13 de Dezembro de 2018

Lewandowski ameaça passageiro após críticas durante voo: "você quer ser preso?"

Episódio ocorreu durante voo de São Paulo para Brasília; magistrado perguntou ao homem se ele queria ser preso

Durante um voo de São Paulo para Brasília, na manhã desta terça-feira (4), o ministro do Supremo Tribunal Federal (STF), Ricardo Lewandowski, se envolveu em uma confusão com um passageiro que criticou a Corte ao chamá-la de "vergonha".

O episódio ocorreu quando o passageiro, o advogado Cristiano Caiado de Acioli, que estava na primeira fila da aeronave, se dirigiu ao magistrado, que estava na fileira ao lado, para manifestar sua insatisfação contra o STF.  ''Ministro Lewandowski, o Supremo é uma vergonha, viu?

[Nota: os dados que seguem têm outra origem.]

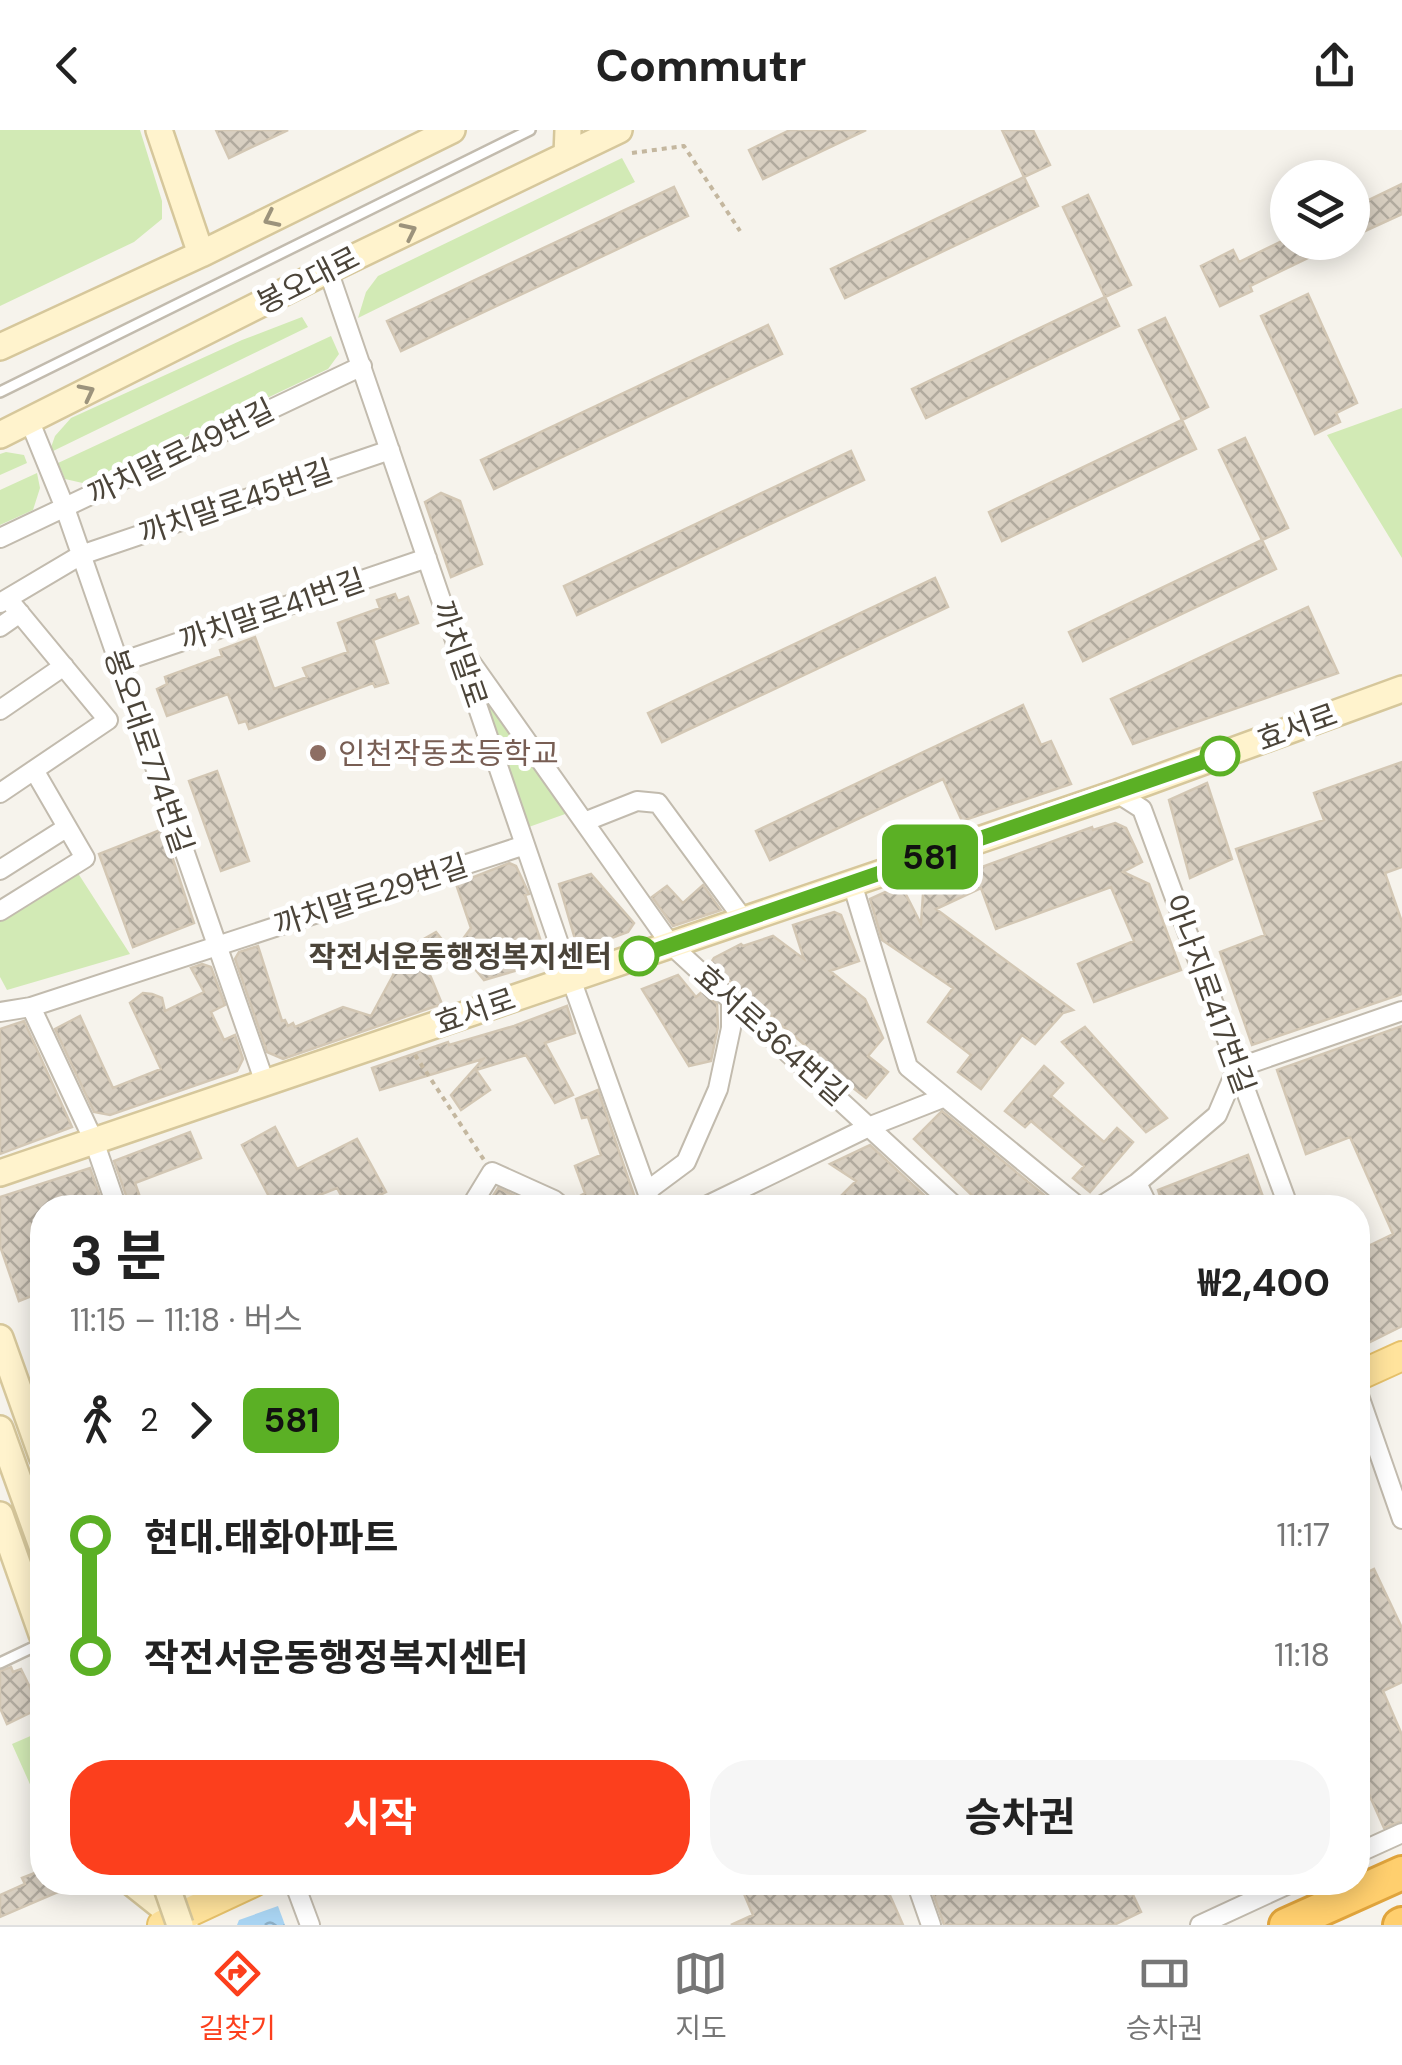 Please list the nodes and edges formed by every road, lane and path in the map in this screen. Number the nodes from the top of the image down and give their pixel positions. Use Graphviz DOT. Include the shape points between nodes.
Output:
graph roads {
  1 [pos="159,130"];
  2 [pos="452,130"];
  3 [pos="530,130"];
  4 [pos="619,130"];
  5 [pos="567,142"];
  6 [pos="632,153"];
  7 [pos="740,231"];
  8 [pos="201,254"];
  9 [pos="328,270"];
  10 [pos="0,347"];
  11 [pos="362,366"];
  12 [pos="0,392"];
  13 [pos="30,422"];
  14 [pos="0,435"];
  15 [pos="390,450"];
  16 [pos="65,508"];
  17 [pos="0,538"];
  18 [pos="81,555"];
  19 [pos="427,558"];
  20 [pos="9,605"];
  21 [pos="0,626"];
  22 [pos="455,640"];
  23 [pos="118,663"];
  24 [pos="64,666"];
  25 [pos="1402,689"];
  26 [pos="0,710"];
  27 [pos="34,770"];
  28 [pos="0,793"];
  29 [pos="1117,793"];
  30 [pos="584,822"];
  31 [pos="66,828"];
  32 [pos="525,844"];
  33 [pos="0,870"];
  34 [pos="852,883"];
  35 [pos="0,911"];
  36 [pos="744,920"];
  37 [pos="671,944"];
  38 [pos="218,945"];
  39 [pos="570,979"];
  40 [pos="731,998"];
  41 [pos="31,1007"];
  42 [pos="0,1012"];
  43 [pos="1402,1012"];
  44 [pos="402,1036"];
  45 [pos="1238,1068"];
  46 [pos="265,1083"];
  47 [pos="945,1097"];
  48 [pos="871,1126"];
  49 [pos="94,1141"];
  50 [pos="492,1172"];
  51 [pos="0,1173"];
  52 [pos="1137,1183"];
  53 [pos="113,1195"];
  54 [pos="478,1195"];
  55 [pos="543,1195"];
  56 [pos="649,1195"];
  57 [pos="654,1195"];
  58 [pos="729,1195"];
  59 [pos="944,1195"];
  60 [pos="1064,1195"];
  61 [pos="1118,1195"];
  62 [pos="1142,1195"];
  63 [pos="1284,1195"];
  64 [pos="0,1338"];
  65 [pos="1402,1356"];
  66 [pos="1370,1371"];
  67 [pos="30,1422"];
  68 [pos="1370,1428"];
  69 [pos="0,1429"];
  70 [pos="30,1513"];
  71 [pos="1402,1520"];
  72 [pos="1,1522"];
  73 [pos="30,1601"];
  74 [pos="30,1648"];
  75 [pos="0,1662"];
  76 [pos="1402,1833"];
  77 [pos="1370,1848"];
  78 [pos="1402,1872"];
  79 [pos="1370,1887"];
  80 [pos="145,1895"];
  81 [pos="168,1895"];
  82 [pos="182,1895"];
  83 [pos="230,1895"];
  84 [pos="299,1895"];
  85 [pos="921,1895"];
  86 [pos="1265,1895"];
  87 [pos="1352,1895"];
  88 [pos="177,1924"];
  89 [pos="310,1925"];
  90 [pos="931,1925"];
  91 [pos="1200,1925"];
  92 [pos="1286,1925"];
  1 -- 8 [label="main road"];
  2 -- 8 [label="main road, one-way"];
  3 -- 12 [label="lane"];
  4 -- 5 [label="main road, 봉오대로"];
  9 -- 5 [label="main road, 봉오대로, one-way"];
  6 -- 7 [label="path" via="684,146"];
  8 -- 10 [label="main road"];
  9 -- 11 [label="street, 까치말로"];
  13 -- 9 [label="main road, 봉오대로, one-way"];
  11 -- 15 [label="street, 까치말로"];
  11 -- 16 [label="street, 까치말로49번길"];
  13 -- 14 [label="main road, 봉오대로"];
  13 -- 16 [label="street, 봉오대로774번길"];
  15 -- 18 [label="street, 까치말로45번길"];
  15 -- 19 [label="street, 까치말로"];
  16 -- 17 [label="street, 까치말로49번길"];
  16 -- 18 [label="street, 봉오대로774번길"];
  18 -- 20 [label="street, 까치말로45번길"];
  18 -- 23 [label="street, 봉오대로774번길"];
  19 -- 22 [label="street, 까치말로"];
  19 -- 23 [label="street, 까치말로41번길"];
  20 -- 21 [label="street, 까치말로45번길"];
  20 -- 24 [label="street"];
  22 -- 30 [label="street, 효서로364번길"];
  22 -- 32 [label="street, 까치말로"];
  23 -- 38 [label="street, 봉오대로774번길"];
  24 -- 26 [label="street"];
  24 -- 27 [label="street" via="108,720"];
  25 -- 29 [label="main road, 효서로"];
  27 -- 28 [label="street"];
  27 -- 31 [label="street"];
  29 -- 34 [label="main road, 효서로"];
  29 -- 45 [label="street, 아나지로417번길" via="1142,809"];
  30 -- 36 [label="street" via="636,801 658,803"];
  30 -- 37 [label="street, 효서로364번길"];
  31 -- 33 [label="street"];
  31 -- 35 [label="street" via="84,858"];
  32 -- 38 [label="street, 까치말로29번길"];
  32 -- 39 [label="street, 까치말로"];
  34 -- 36 [label="main road, 효서로"];
  34 -- 47 [label="street" via="908,1067"];
  36 -- 37 [label="main road, 효서로"];
  37 -- 39 [label="main road, 효서로"];
  37 -- 40 [label="street, 효서로364번길"];
  38 -- 41 [label="street, 까치말로29번길"];
  38 -- 46 [label="street, 봉오대로774번길"];
  39 -- 44 [label="main road, 효서로"];
  39 -- 56 [label="street, 까치말로"];
  40 -- 48 [label="street, 효서로364번길"];
  40 -- 57 [label="street" via="718,1090 686,1162"];
  41 -- 42 [label="street, 까치말로29번길"];
  41 -- 49 [label="street"];
  43 -- 45 [label="street"];
  44 -- 46 [label="main road, 효서로"];
  44 -- 50 [label="path"];
  45 -- 52 [label="street" via="1217,1115"];
  45 -- 63 [label="street, 아나지로417번길"];
  46 -- 49 [label="main road, 효서로"];
  47 -- 48 [label="street"];
  47 -- 60 [label="street"];
  48 -- 58 [label="street"];
  48 -- 59 [label="street, 효서로364번길"];
  49 -- 51 [label="main road, 효서로"];
  49 -- 53 [label="street"];
  50 -- 54 [label="street"];
  50 -- 55 [label="street"];
  52 -- 61 [label="street"];
  52 -- 62 [label="street"];
  64 -- 67 [label="main road"];
  65 -- 66 [label="main road"];
  68 -- 71 [label="street"];
  69 -- 70 [label="main road"];
  72 -- 73 [label="main road"];
  74 -- 75 [label="lane"];
  76 -- 77 [label="street"];
  78 -- 79 [label="highway"];
  80 -- 88 [label="main road"];
  81 -- 88 [label="main road, bridge"];
  82 -- 88 [label="main road"];
  83 -- 88 [label="main road"];
  84 -- 89 [label="street"];
  85 -- 90 [label="street"];
  86 -- 91 [label="street"];
  87 -- 92 [label="highway"];
}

Eu tenho vergonha de ser brasileiro quando vejo vocês''.

Ministro se sentiu ofendido com crítica e chamou a Polícia Federal (Foto: Divulgação)

Claramente incomodado, Lewandoswski respondeu de pronto: "Vem cá, você quer ser preso?". Na sequência, os ânimos ficaram mais exaltados quando o advogado rebateu o ministro ao dizer que tinha o direito de se expresar. Em seguida, desafiou: "Chama a Polícia Federal, então". 

O ministro solicitou a PF ao comissário de bordo e, em seguida, disse a Acioli que ele iria se "explicar para a Polícia Federal". Um agente do órgão abordou o passageiro quando o avião ainda estava em São Paulo, e pediu para que ele parasse de causar confusão naquele ambiente. O pedido foi atendido pelo advogado, que se manteve quieto durante o trajeto até o Distrito Federal.

Na chegada a Brasília, no entanto, o passageiro decidiu fazer um ato de repúdio ao ministro e pediu uma salva de palmas a quem compactuasse com ele sobre o sentimento de insatisfação em relação ao STF. Segundo ele, em entrevista à imprensa, houve apoio de outros passageiros.

Segundo Acioli disse ao site de notícias Jota do Supremo, na saída do voo, o ministro dirigiu-se a ele e falou: "Você é corajoso, hein?!". Em seguida, ele foi conduzido por um técnico judiciário do STF à Superintendência da Polícia Federal.

Ao jornal O Estado de São Paulo, o passageiro afirmou que está "abalado emocionalmente" e que "se fosse o Lula talvez o grau de amistosidade seria outro". 

O gabinete do ministro Ricardo Lewandowski não se manifestou sobre o episódio.